Apostolat postmoderne 2

Être pour ou contre Kamel Daoud?



Je n'ai pas hésité, quand il le fallait, apporter mon appui à Kamel Daoud;* aujourd'hui, je ne le ferai pas, sans être contre lui.

Il nous faut sortir de la banalité de la pensée qui veut que l'on soit nécessairement pour ou contre; on peut être en divergent accord avec quelqu'un ou en convergent désaccord. La pensée complexe contradictorielle postmoderne le mande.

Une terrible confusion des valeurs

Je ne reviendrai pas sur ce qui, en l'auteur, commande  de le soutenir. On ne peut lutter contre l'obscurantisme et l'intégrisme mental sans soutenir ceux qui s'y opposent.
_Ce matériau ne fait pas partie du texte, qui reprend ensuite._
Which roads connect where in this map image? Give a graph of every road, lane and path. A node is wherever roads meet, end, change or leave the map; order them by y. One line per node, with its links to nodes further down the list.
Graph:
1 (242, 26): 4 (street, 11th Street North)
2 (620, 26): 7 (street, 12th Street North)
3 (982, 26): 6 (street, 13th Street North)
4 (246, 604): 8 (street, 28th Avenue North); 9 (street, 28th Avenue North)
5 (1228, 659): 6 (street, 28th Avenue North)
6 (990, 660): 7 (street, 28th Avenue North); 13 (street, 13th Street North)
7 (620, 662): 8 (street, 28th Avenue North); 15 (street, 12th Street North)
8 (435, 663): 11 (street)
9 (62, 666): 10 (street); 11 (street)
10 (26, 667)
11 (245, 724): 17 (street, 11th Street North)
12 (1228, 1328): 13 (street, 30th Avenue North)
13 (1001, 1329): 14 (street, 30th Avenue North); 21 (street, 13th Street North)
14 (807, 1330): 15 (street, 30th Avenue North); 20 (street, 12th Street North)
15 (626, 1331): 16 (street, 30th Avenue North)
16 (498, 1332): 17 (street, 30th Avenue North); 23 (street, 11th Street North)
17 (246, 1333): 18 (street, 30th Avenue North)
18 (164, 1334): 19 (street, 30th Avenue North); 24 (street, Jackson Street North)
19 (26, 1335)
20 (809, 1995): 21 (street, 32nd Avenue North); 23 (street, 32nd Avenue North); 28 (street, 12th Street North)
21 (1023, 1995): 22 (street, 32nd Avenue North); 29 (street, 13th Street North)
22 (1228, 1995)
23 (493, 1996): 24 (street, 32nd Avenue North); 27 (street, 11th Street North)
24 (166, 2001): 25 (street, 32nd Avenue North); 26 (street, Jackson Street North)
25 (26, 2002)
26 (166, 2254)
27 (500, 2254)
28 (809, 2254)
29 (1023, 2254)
Cependant, peut-on se permettre de verser dans la confusion des valeurs, et au motif de combattre le fanatisme religieux, accepter et nourrir même un fanatisme laïciste? Ce n'est qu'un même terrorisme mental, les deux se valant; bien mieux, sustentant des excès l'un de l'autre !
  
Peut-on, comme se l'est permis Daoud, commenter des événements relevant somme toute de la banalité d'une misère sexuelle qui est bien loin d'avoir des spécificités ethniques ou culturelles, en faisant le stigmate d'une religion, d'une culture, innocentes de ce qu'on leur attribue qui plus est ?

N'est-ce pas les rapports de forces déséquilibrés dans le monde et la condition de damnés de la terre des gens du Sud de la planète qui produit ce que dénonce Daoud, l'attribuant injustement et bien à tort à une religion qui fut révolutionnaire en la matière. Elle fut même en avance sur son temps et sur l'Occident des valeurs duquel notre auteur se réclame, l'islam n'ayant jamais été ni pudibond ni homophobe, par exemple, et dont l'Occident judéo-chrétien a même dénoncé, un certain temps, la sensualité assumée !

N'est-ce pas la tradition judaïque et la pastorale  chrétienne qui ont été à l'origine de la misère sexuelle humaine avant que les acquis de la révolution industrielle ne viennent changer la donne ? Et cela n'advint-il pas à la faveur d'une démocratie obtenue grâce au pillage des richesses du Sud et à la colonisation non seulement de ses pays, mais aussi et surtout des mentalités de ses habitants, les élites surtout  instrumentalisées à assurer la continuation de la mainmise de l'Occident sur le monde?

N'est-ce pas d'une telle colonisation mentale et totale confusion axiologique que relève M. Daoud en n'étant pas en mesure de distinguer ce qui est attribuable à la foi islamique violée par les siens encore plus que par ses ennemis et surtout par une classe dirigeante en place avec ou grâce à l'Occident dans la plupart des cas?

L'apostolat de la pensée libre

M. Daoud qu'on croyait militer pour les valeurs annonce sa retraite; cela prouve bien qu'il n'écrivait pas pour militer, dire le vrai, mais pour être lu ou épater, car le vrai militantisme  relève de l'apostolat dans le désert, nécessaire pour annoncer finalement le changement devenu impératif.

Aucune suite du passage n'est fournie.